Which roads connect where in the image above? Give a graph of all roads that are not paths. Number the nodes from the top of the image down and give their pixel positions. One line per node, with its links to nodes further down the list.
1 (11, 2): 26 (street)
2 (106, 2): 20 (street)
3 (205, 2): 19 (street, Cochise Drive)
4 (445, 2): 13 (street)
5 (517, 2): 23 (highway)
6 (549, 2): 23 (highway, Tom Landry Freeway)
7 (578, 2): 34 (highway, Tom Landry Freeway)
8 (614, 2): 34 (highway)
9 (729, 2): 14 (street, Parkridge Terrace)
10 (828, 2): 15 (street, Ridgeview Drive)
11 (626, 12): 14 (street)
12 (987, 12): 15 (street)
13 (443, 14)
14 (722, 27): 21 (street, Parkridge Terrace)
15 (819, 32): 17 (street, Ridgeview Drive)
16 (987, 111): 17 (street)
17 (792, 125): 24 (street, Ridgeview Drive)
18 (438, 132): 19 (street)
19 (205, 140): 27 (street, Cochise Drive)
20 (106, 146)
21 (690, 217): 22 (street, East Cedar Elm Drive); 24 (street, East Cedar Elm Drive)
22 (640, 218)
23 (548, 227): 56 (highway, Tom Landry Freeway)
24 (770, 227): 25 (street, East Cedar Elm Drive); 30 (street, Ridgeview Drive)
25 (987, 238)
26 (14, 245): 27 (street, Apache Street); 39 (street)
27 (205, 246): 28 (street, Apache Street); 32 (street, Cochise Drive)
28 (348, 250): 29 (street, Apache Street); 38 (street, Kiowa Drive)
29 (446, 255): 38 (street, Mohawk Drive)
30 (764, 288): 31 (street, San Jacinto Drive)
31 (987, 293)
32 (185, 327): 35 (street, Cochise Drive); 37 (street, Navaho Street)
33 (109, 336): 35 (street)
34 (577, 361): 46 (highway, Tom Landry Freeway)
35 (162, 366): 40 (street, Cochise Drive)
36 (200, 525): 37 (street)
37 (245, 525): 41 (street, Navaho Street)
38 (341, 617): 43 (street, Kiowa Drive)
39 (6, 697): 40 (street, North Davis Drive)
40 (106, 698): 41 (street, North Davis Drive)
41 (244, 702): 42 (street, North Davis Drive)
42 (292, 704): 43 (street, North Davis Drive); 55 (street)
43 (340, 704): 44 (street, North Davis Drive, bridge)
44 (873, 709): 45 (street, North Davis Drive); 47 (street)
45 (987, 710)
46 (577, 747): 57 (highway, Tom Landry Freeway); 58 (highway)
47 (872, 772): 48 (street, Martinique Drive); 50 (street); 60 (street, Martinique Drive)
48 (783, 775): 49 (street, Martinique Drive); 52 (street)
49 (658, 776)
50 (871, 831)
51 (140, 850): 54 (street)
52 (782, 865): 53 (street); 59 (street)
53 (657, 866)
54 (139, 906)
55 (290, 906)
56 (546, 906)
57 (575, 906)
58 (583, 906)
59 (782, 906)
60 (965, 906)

####

> [TASK INSTRUCTIONS]: Transcribe the whole listing above, keeping each line exactly as written.

> [SOLVED EXERCISE]:
Which roads connect where in the image above? Give a graph of all roads that are not paths. Number the nodes from the top of the image down and give their pixel positions. One line per node, with its links to nodes further down the list.
1 (11, 2): 26 (street)
2 (106, 2): 20 (street)
3 (205, 2): 19 (street, Cochise Drive)
4 (445, 2): 13 (street)
5 (517, 2): 23 (highway)
6 (549, 2): 23 (highway, Tom Landry Freeway)
7 (578, 2): 34 (highway, Tom Landry Freeway)
8 (614, 2): 34 (highway)
9 (729, 2): 14 (street, Parkridge Terrace)
10 (828, 2): 15 (street, Ridgeview Drive)
11 (626, 12): 14 (street)
12 (987, 12): 15 (street)
13 (443, 14)
14 (722, 27): 21 (street, Parkridge Terrace)
15 (819, 32): 17 (street, Ridgeview Drive)
16 (987, 111): 17 (street)
17 (792, 125): 24 (street, Ridgeview Drive)
18 (438, 132): 19 (street)
19 (205, 140): 27 (street, Cochise Drive)
20 (106, 146)
21 (690, 217): 22 (street, East Cedar Elm Drive); 24 (street, East Cedar Elm Drive)
22 (640, 218)
23 (548, 227): 56 (highway, Tom Landry Freeway)
24 (770, 227): 25 (street, East Cedar Elm Drive); 30 (street, Ridgeview Drive)
25 (987, 238)
26 (14, 245): 27 (street, Apache Street); 39 (street)
27 (205, 246): 28 (street, Apache Street); 32 (street, Cochise Drive)
28 (348, 250): 29 (street, Apache Street); 38 (street, Kiowa Drive)
29 (446, 255): 38 (street, Mohawk Drive)
30 (764, 288): 31 (street, San Jacinto Drive)
31 (987, 293)
32 (185, 327): 35 (street, Cochise Drive); 37 (street, Navaho Street)
33 (109, 336): 35 (street)
34 (577, 361): 46 (highway, Tom Landry Freeway)
35 (162, 366): 40 (street, Cochise Drive)
36 (200, 525): 37 (street)
37 (245, 525): 41 (street, Navaho Street)
38 (341, 617): 43 (street, Kiowa Drive)
39 (6, 697): 40 (street, North Davis Drive)
40 (106, 698): 41 (street, North Davis Drive)
41 (244, 702): 42 (street, North Davis Drive)
42 (292, 704): 43 (street, North Davis Drive); 55 (street)
43 (340, 704): 44 (street, North Davis Drive, bridge)
44 (873, 709): 45 (street, North Davis Drive); 47 (street)
45 (987, 710)
46 (577, 747): 57 (highway, Tom Landry Freeway); 58 (highway)
47 (872, 772): 48 (street, Martinique Drive); 50 (street); 60 (street, Martinique Drive)
48 (783, 775): 49 (street, Martinique Drive); 52 (street)
49 (658, 776)
50 (871, 831)
51 (140, 850): 54 (street)
52 (782, 865): 53 (street); 59 (street)
53 (657, 866)
54 (139, 906)
55 (290, 906)
56 (546, 906)
57 (575, 906)
58 (583, 906)
59 (782, 906)
60 (965, 906)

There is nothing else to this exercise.